Implementation order (for the deadline push)
- Step 1 (30 min): Implement Option A as a new pass. Hook into
LLVMCPU/Passes.cppimmediately beforeGenericVectorizationPass. - Step 2 (10 min): Rebuild host
iree-compile.CHIPYARD_ROOT=… uv run tools/merlin.py build --profile vanilla --config release. - Step 3 (10 min): Rebuild the microtest binaries
uv run tools/merlin.py build --profile firesim --config release --cmake-target microtests. - Step 4 (15-30 min): Run the focused set on FireSim:
mt_vit_d1_layernorm_rvv,mt_vit_d7_softmax_opu,mt_bmm_4x64x64_rvv,mt_mm_i8_64x128_opu(regression check),mt_rsqrt_64xf32_rvv(regression check). - Step 5: If all 5 pass, rebuild vit_small with the patched compiler and rerun on FireSim. Expected: full inference in <10 min.
- Step 6 (post-deadline): separately investigate tinyllama OPU_LLM.
Verification plan (post-fix)
- Rebuild
microtestswith the new pattern. Re-runmt_vit_d1_layernormandmt_bmm_4x64x64— both should pass to Iteration 1. - Rebuild vit_small with the new pattern. Run on FireSim, expect completion in <10 min per inference.
- Rebuild tinyllama with the new pattern. Run on FireSim.
- Regress against the Phase-A sweep of non-transformer models
(
large_mlp,mlp_wide,dronet,yolov8_nano) — all must still pass at their previous timing (no regression).
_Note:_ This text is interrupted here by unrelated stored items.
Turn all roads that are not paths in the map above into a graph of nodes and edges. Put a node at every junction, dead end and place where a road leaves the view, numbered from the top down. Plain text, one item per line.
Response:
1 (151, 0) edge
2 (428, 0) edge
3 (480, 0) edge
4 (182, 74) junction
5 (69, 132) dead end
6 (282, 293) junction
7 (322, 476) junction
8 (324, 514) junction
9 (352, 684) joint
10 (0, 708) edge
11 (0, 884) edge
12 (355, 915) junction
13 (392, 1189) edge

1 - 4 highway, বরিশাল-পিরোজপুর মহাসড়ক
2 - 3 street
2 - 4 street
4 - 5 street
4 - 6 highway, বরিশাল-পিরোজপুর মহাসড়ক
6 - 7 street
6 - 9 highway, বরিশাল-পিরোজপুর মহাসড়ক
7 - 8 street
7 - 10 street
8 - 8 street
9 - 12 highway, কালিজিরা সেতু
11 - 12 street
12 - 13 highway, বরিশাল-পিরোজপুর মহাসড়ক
Artifacts (for reproduction)
- 37 micro-tests:
samples/SaturnOPU/simple_embedding_ukernel/tests/microtests/*.mlir - Sweep runner:
build_tools/firesim/run_microtests.sh - Focused 7-test runner:
build_tools/firesim/run_pinpoint.sh - Per-op CSV output:
/tmp/microtests.csv(columns: test, variant, verdict, last_ord, last_symbol, cycles, notes) - Partial parse of in-flight runs:
/tmp/microtests_partial.csv - Raw uartlogs:
/tmp/microtests_logs/*.uartlog - Pre-emptive analysis:
/tmp/phase_d/*.txt - Lifted dispatch MLIRs from vit_small d1/d7/d9:
tests/microtests/vit_layernorm_d1_chunk.mlir,vit_d7_softmax_chunk.mlir,vit_d9_chunk.mlir
Open questions (not blocking)
- Exact RISC-V V-extension instruction sequence that stalls Saturn. We have
a candidate (mf2+slide+vfmacc VL=1) from disassembly but haven't confirmed
with a PC trace. A TraceRV run with
+tracefileonmt_bmm_4x64x64_opuwould pinpoint it; deprioritized because the workaround doesn't require knowing the exact instruction. - Whether tinyllama's RMSNorm bug is identical to vit's LayerNorm bug or a variant. Pattern analysis says identical; not yet directly verified because tinyllama takes ~1 hr per FireSim run.
- Whether the compiler uses
mmt4d+TRANSPOSED_OUTPUTanywhere in vit/tinyllama. Analysis of per-dispatch MLIRs suggests no, but hasn't been fully exhaustively checked.